# East Coast Snow 2009



## joe (Jan 5, 2003)

wow, it is just dumping snow on us, havent seen this kind of snow in years and years, alreasy around 10" and more to come tommorow...


----------



## momtoboo (Jan 30, 2006)

:shocked: WOW, hope you have a snowblower or a sled & a few reindeer. I've been watching that storm on the news. It's a big one,stay warm Joe.


----------



## Snowbody (Jan 3, 2009)

Joe - Could you just hold onto the storm down there? It's supposed to come our way and we really don't want it, so be a sweetie and keep it down around your neck of the woods.  Thanks!!!!!!


----------



## CloudClan (Jan 31, 2007)

Wow I guess that is what is heading our way. I dont think I will let Cadie out in it this time. Yuck! :yucky: 

It has started here but not that dramatic yet. I haven't seen snow like this since I was a kid growing up in Massachusetts. Living in GA got me out of the habit for sure.


----------



## KAG (Jun 1, 2006)

Good God. Ho ho ho, no thanks!
xoxoxoxoxo


----------



## Starsmom (Jan 31, 2009)

That's what it looked like the last winter I spent in MA. Now I live in Vegas - I saw 6 snowflakes here last week, that's enough for me until next year! Enjoy the snow everyone, and get hunkered down for the weekend, it's in the 60's here.


----------



## Moxie'smom (Dec 16, 2007)

IT'S A COMIN'


----------



## Cosy (Feb 9, 2006)

Pretty pictures and it brings back my childhood winters in the snow. Brrrrr!


----------



## ddsumm (Jan 26, 2006)

I WANT it!!! please send it 'under down under' - fat chance of snow here. It's our summer now - but we dont even get that in winter. It does 'snow' a bit up in the 'highlands' lol lol but not a sausage like you guys get.

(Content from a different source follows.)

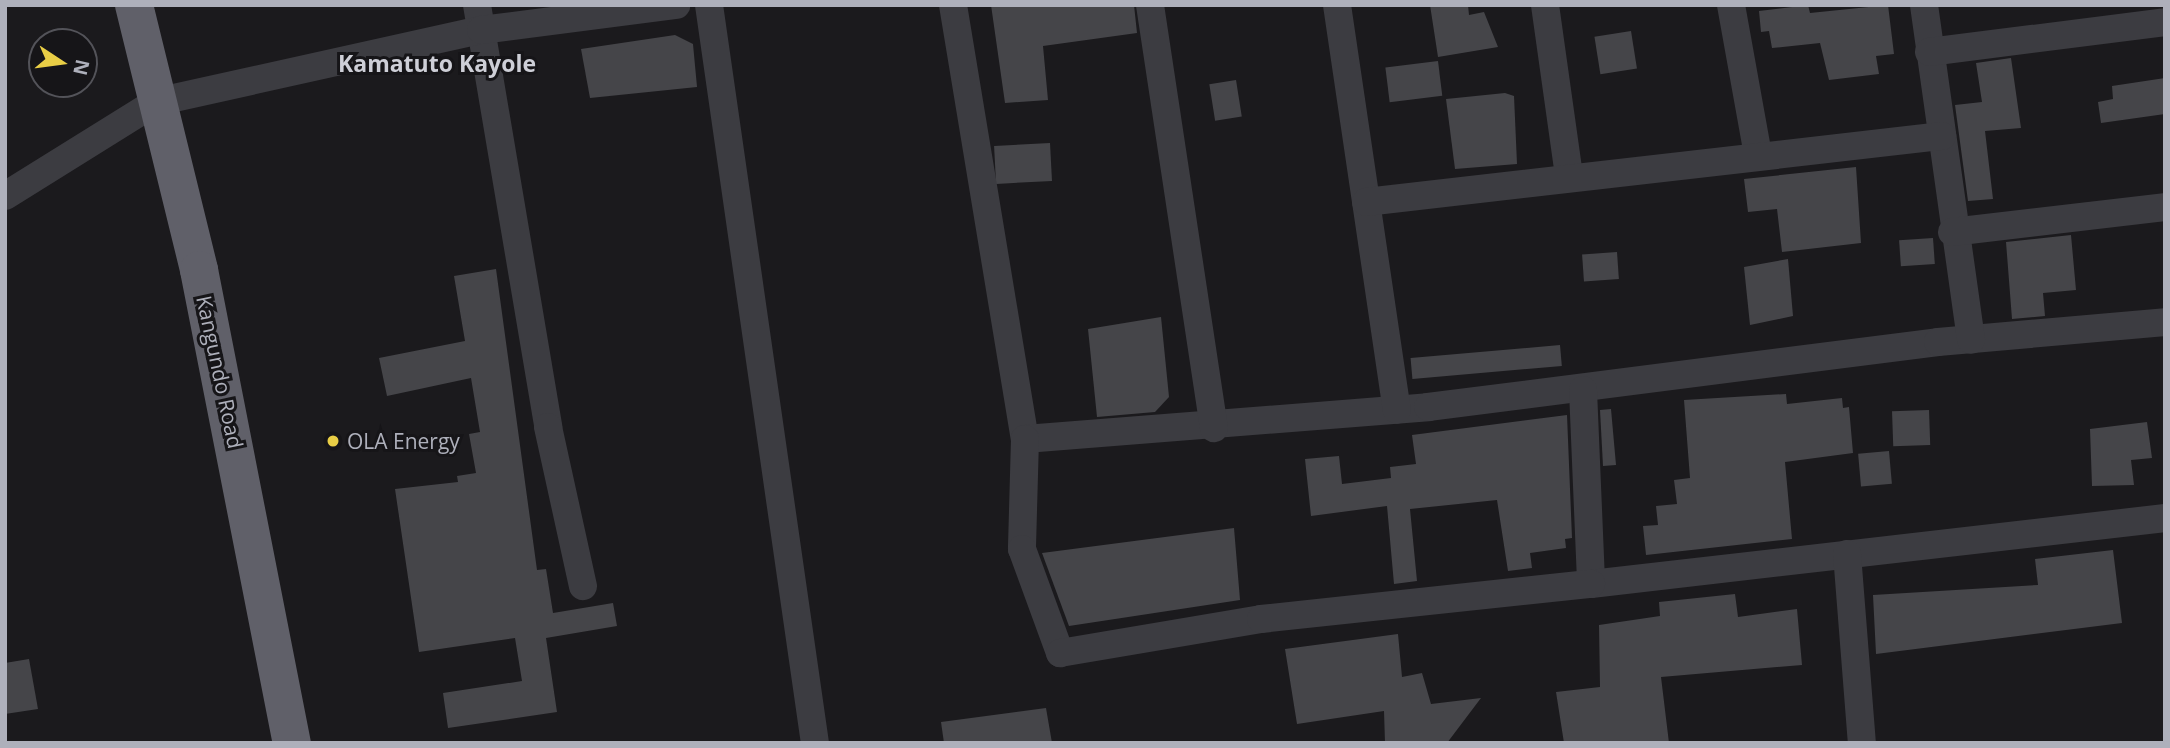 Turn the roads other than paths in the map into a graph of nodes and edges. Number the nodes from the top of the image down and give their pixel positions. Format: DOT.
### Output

I'm soooooooooooooo jealous! I knew we should have moved to Alaska and not Tasmania. :smcry: :smcry: 


Oh well I will just have to drool over your snow piccies!! :woohoo2: :woohoo2: 

Merry Christmas to all my friends at SM.



Hugs and tai wags


Dede and baby Katie from 'under down under'


----------



## CeeCee's Mom (Sep 14, 2006)

Our weatherman said last night that these weather fronts would continue all winter. Something to do with El Nino or whichever one you call it. We in the state next to you (NC) are going to get more ice. Our trees this morning look like a winter wonderland. With this, we have to wonder about power outages. I love snow but do not like the freezing rain........Keep warm everyone!!!! .............and think SPRING!!!


----------



## Maidto2Maltese (Oct 19, 2004)

We're abt 75 miles north of NYC and it's a bit 'iffy' as to how much we will get....going to depend on the track once it gets nearer to us. We've had predicitons of from 2-4" to 7" or more. Guess we'll just have to wait it out and see what happens! 
Whatever it is, it's going to mean shoveling! UGH!! 
However, with the cold it looks like it will 'stay' and we will have a white Christmas and I do like that! 

Just hope this isn't going to be a 'pattern' for the whole winter... as far as I'm concerned, after Dec 26th I want SPRING!!!


----------



## Maglily (Feb 3, 2009)

Very pretty! (but not so great for all the last minute shoppers)


----------



## Nikki's Mom (Feb 13, 2008)

All we got was rain here in Georgia. I'd love some snow!


----------



## harrysmom (Sep 28, 2007)

I live about 30 miles from NYC. We're supposed to get this storm or part of it anyway. The forecast said that
it was going to start around 1 or 2 AM.... but it's 7:30 now and I don't see a snowflake.... I have shopping
left to do... so if the storm stays in your neck of the woods, that would be okay with me.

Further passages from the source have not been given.